The medical perspective cannot be separated from the social and political context. Physical health is not merely biological. It is a direct reflection of environment, class position, social circumstances, and lived crises. When we fail to account for the impact of power, discrimination, and structural violence on bodies, especially women’s bodies, we reduce their pain to symptoms treated without addressing their roots.

Speaking about bodies is resistance

Speaking about these symptoms is not a luxury, but a necessity. Because the body is never neutral, every tremor in it, every pain no matter how small, is testimony to a system that sees women only as tools or as silent victims. When war is reduced to death and external destruction, the stories and suffering of thousands of women are erased from collective memory. Their bodies, shaped by wars and crises, have shifted from being private spaces to arenas of public struggle.

When our bodies shake, collapse, or fall silent, they record what we could not say. These silent recordings, from insomnia to menstrual disturbances, from gray hair to hair loss, are political documents in every sense. They are the cells’ protest against neglect, against violence, against the absence of care. They are the way our bodies choose to resist.

Resistance, practiced daily through self-care, is a feminist approach that demands recognition that women’s pain is not marginal but central to understanding violence in wartime. It is resistance that goes beyond survival and endurance, extending to archiving, storytelling, and speaking of the body as a living record of what cannot be said.

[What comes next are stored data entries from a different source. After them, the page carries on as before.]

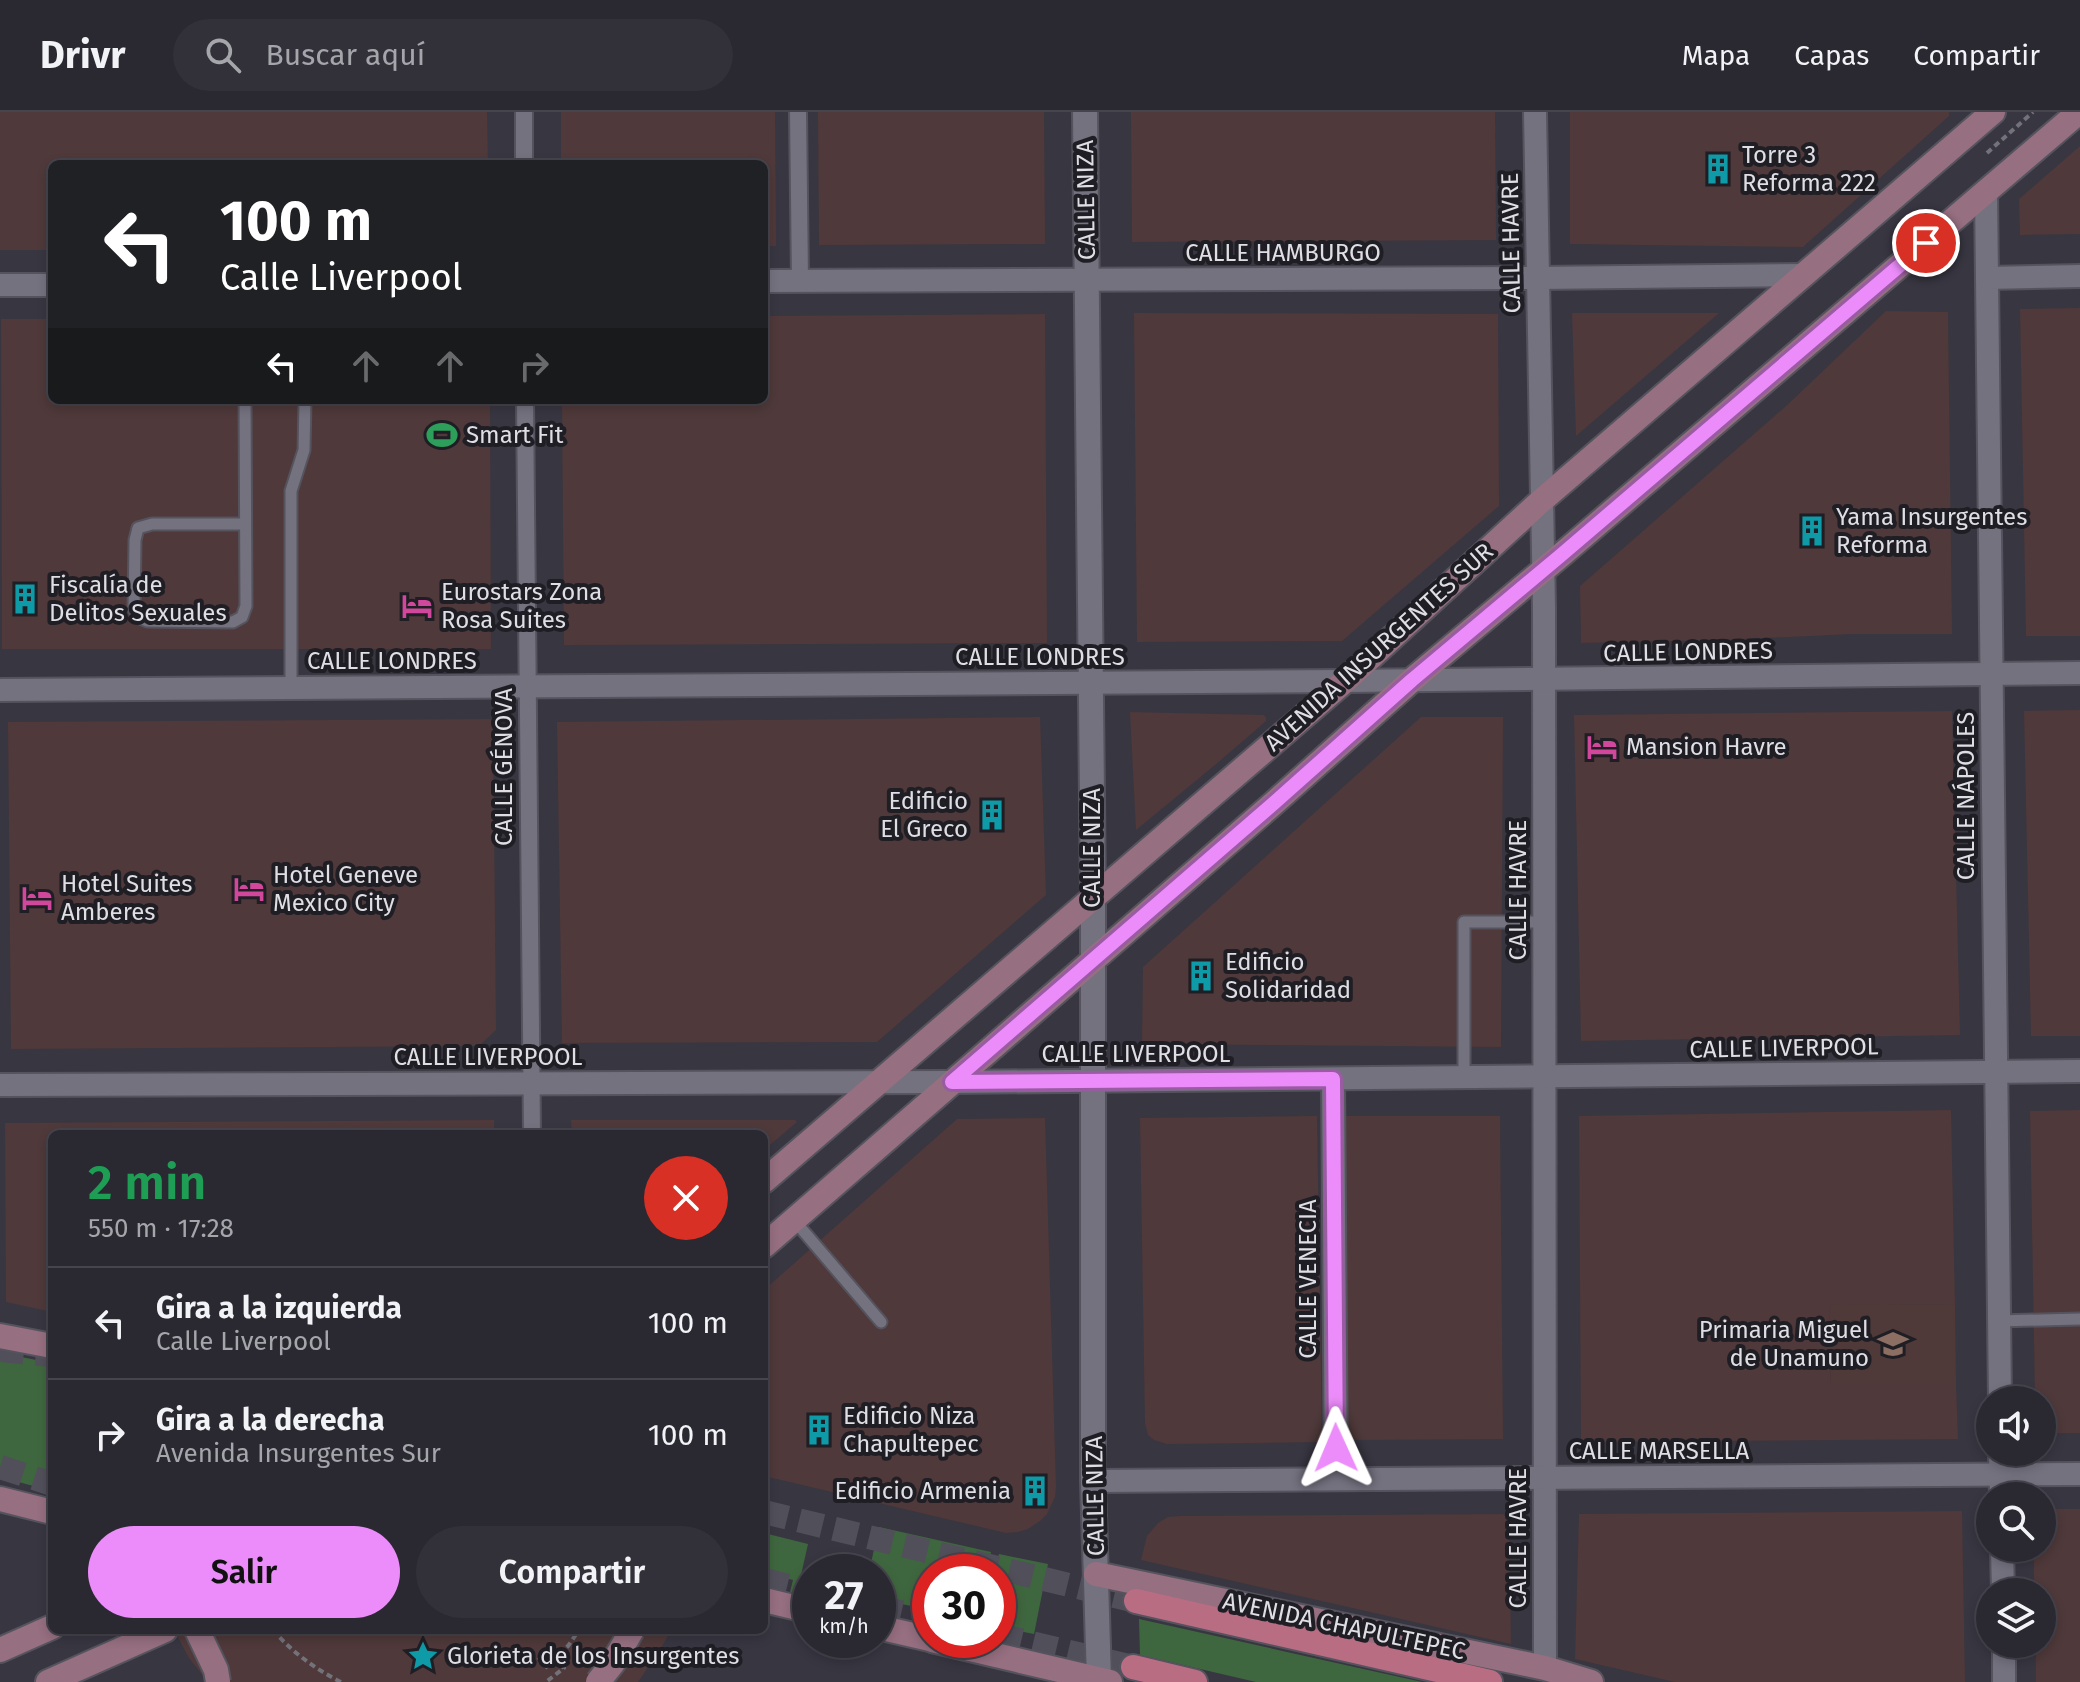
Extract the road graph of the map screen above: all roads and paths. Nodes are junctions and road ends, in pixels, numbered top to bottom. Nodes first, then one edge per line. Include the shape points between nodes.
1 (524, 112) edge
2 (798, 112) edge
3 (1085, 112) edge
4 (1535, 112) edge
5 (2033, 112) edge
6 (2079, 112) edge
7 (1990, 114) edge
8 (1987, 153) dead end
9 (524, 160) edge
10 (1986, 192) junction
11 (1803, 275) junction
12 (2080, 276) edge
13 (1538, 278) junction
14 (1987, 278) junction
15 (1087, 280) junction
16 (768, 281) edge
17 (800, 281) junction
18 (0, 285) edge
19 (48, 285) edge
20 (245, 404) edge
21 (305, 404) edge
22 (525, 404) edge
23 (1541, 501) junction
24 (245, 524) junction
25 (1543, 571) junction
26 (2080, 673) edge
27 (1992, 674) junction
28 (1544, 679) junction
29 (1412, 680) junction
30 (1345, 681) junction
31 (1091, 683) junction
32 (528, 686) junction
33 (291, 688) junction
34 (0, 690) edge
35 (1093, 896) junction
36 (1544, 922) junction
37 (1092, 959) junction
38 (2080, 1071) edge
39 (1994, 1072) junction
40 (1464, 1077) junction
41 (1544, 1077) junction
42 (1333, 1079) junction
43 (1092, 1080) junction
44 (881, 1081) junction
45 (952, 1082) junction
46 (531, 1083) junction
47 (0, 1085) edge
48 (532, 1130) edge
49 (768, 1178) edge
50 (794, 1220) junction
51 (768, 1243) edge
52 (2080, 1319) edge
53 (1998, 1321) junction
54 (881, 1322) dead end
55 (0, 1336) edge
56 (48, 1345) edge
57 (2000, 1386) edge
58 (2001, 1474) edge
59 (2080, 1474) edge
60 (1544, 1478) junction
61 (1336, 1479) junction
62 (1093, 1481) junction
63 (0, 1499) edge
64 (48, 1511) edge
65 (1096, 1574) junction
66 (768, 1601) edge
67 (1136, 1601) tunnel mouth
68 (792, 1607) edge
69 (48, 1629) edge
70 (156, 1634) edge
71 (199, 1634) edge
72 (277, 1634) edge
73 (576, 1634) edge
74 (590, 1634) edge
75 (630, 1634) edge
76 (593, 1637) dead end
77 (0, 1650) edge
78 (1006, 1658) edge
79 (2004, 1658) edge
80 (554, 1659) junction
81 (538, 1660) dead end
82 (1133, 1667) tunnel mouth
83 (545, 1668) dead end
84 (1545, 1668) junction
85 (1102, 1681) edge
86 (48, 1682) edge
87 (218, 1682) edge
88 (341, 1682) edge
89 (546, 1682) edge
90 (598, 1682) edge
91 (1195, 1682) edge
92 (1490, 1682) edge
93 (1591, 1682) edge
94 (2004, 1682) edge

1 - 9 street
2 - 17 street
3 - 15 street, CALLE NIZA
4 - 13 street, CALLE HAVRE
5 - 8 path
6 - 10 main road, AVENIDA INSURGENTES SUR
7 - 11 main road, AVENIDA INSURGENTES SUR
10 - 14 street, CALLE NÁPOLES
10 - 25 main road, AVENIDA INSURGENTES SUR
11 - 13 street, CALLE HAMBURGO
11 - 23 main road, AVENIDA INSURGENTES SUR
12 - 14 street
13 - 15 street, CALLE HAMBURGO
13 - 23 street, CALLE HAVRE
14 - 27 street, CALLE NÁPOLES
15 - 17 street, CALLE HAMBURGO
15 - 31 street, CALLE NIZA
16 - 17 street, CALLE HAMBURGO
18 - 19 street
20 - 24 lane
21 - 33 lane via 304,450 291,491
22 - 32 street, CALLE GÉNOVA
23 - 25 street, CALLE HAVRE
23 - 30 main road, AVENIDA INSURGENTES SUR
24 - 24 lane via 242,617 233,622 138,617 138,528
25 - 28 street, CALLE HAVRE
25 - 29 main road, AVENIDA INSURGENTES SUR
26 - 27 street, CALLE LONDRES
27 - 28 street, CALLE LONDRES
27 - 39 street, CALLE NÁPOLES
28 - 29 street, CALLE LONDRES
28 - 36 street, CALLE HAVRE
29 - 30 street, CALLE LONDRES
29 - 37 main road, AVENIDA INSURGENTES SUR
30 - 31 street, CALLE LONDRES
30 - 35 main road, AVENIDA INSURGENTES SUR
31 - 32 street, CALLE LONDRES
31 - 35 street, CALLE NIZA
32 - 33 street, CALLE LONDRES
32 - 46 street, CALLE GÉNOVA
33 - 34 street, CALLE LONDRES
35 - 37 street, CALLE NIZA
35 - 44 main road, AVENIDA INSURGENTES SUR
36 - 40 lane via 1464,922
36 - 41 street, CALLE HAVRE
37 - 43 street, CALLE NIZA
37 - 45 main road, AVENIDA INSURGENTES SUR
38 - 39 street, CALLE LIVERPOOL
39 - 41 street, CALLE LIVERPOOL
39 - 53 street, CALLE NÁPOLES
40 - 41 street, CALLE LIVERPOOL
40 - 42 street, CALLE LIVERPOOL
41 - 60 street, CALLE HAVRE
42 - 43 street, CALLE LIVERPOOL
42 - 61 street, CALLE VENECIA
43 - 45 street, CALLE LIVERPOOL
43 - 62 street, CALLE NIZA
44 - 45 street, CALLE LIVERPOOL
44 - 46 street, CALLE LIVERPOOL
44 - 49 main road, AVENIDA INSURGENTES SUR
45 - 50 main road, AVENIDA INSURGENTES SUR
46 - 47 street, CALLE LIVERPOOL
46 - 48 street, CALLE GÉNOVA
50 - 51 main road, AVENIDA INSURGENTES SUR
50 - 54 lane
52 - 53 lane
53 - 57 street, CALLE NÁPOLES
55 - 56 main road
58 - 59 street, CALLE MARSELLA
58 - 60 street, CALLE MARSELLA
60 - 61 street, CALLE MARSELLA
60 - 84 street, CALLE HAVRE
61 - 62 street, CALLE MARSELLA
62 - 65 street, CALLE NIZA
63 - 64 main road
65 - 84 main road, AVENIDA CHAPULTEPEC
65 - 85 street, CALLE NIZA
66 - 68 main road
67 - 92 main road, AVENIDA CHAPULTEPEC
69 - 77 main road
70 - 86 main road
71 - 87 main road, bridge
72 - 88 path
73 - 80 path
74 - 76 path
75 - 90 main road, bridge
78 - 85 main road
79 - 94 street
80 - 81 path via 547,1652
80 - 83 path
80 - 89 path via 564,1668
82 - 91 main road
84 - 93 main road, AVENIDA CHAPULTEPEC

Because war does not unfold only on battlefields, women tell the stories of their bodies and speak of the deep marks left on them, raising their voices against a system that insists on keeping them in the shadows. Writing about the body and documenting symptoms that are insistently labeled as marginal is an act of resistance in itself. Silence was imposed on them. Speaking and rebellion are their conscious choices.

About the missing spaces of healing
On the other hand, there is no clear space for healing. Relief organizations rarely allocate specific support for women’s psychological and physical health in wartime. Medical institutions often reinterpret physical symptoms outside their political context or strip them of their collective dimension. Even cultural norms insist on treating gray hair as a sign of collapse rather than a scar that tells a history.

Healing must be understood as a right, a priority, and part of social justice, not merely an individual option. These testimonies should not be read as isolated stories, but as an entry point into a broader conversation about the relationship between the body and war, the cost of silence, and the need to build safe feminist spaces for expression, healing, and demand making.

When the body speaks, we must not silence it or consider it marginal. We must listen to it as a political document in the face of the machinery of colonial wars, or as an open question posed to a society that has not yet learned to recognize women’s suffering or to restore what was taken from them: safety, voice, and the right to live without fear, without exploitation, and without marginalization.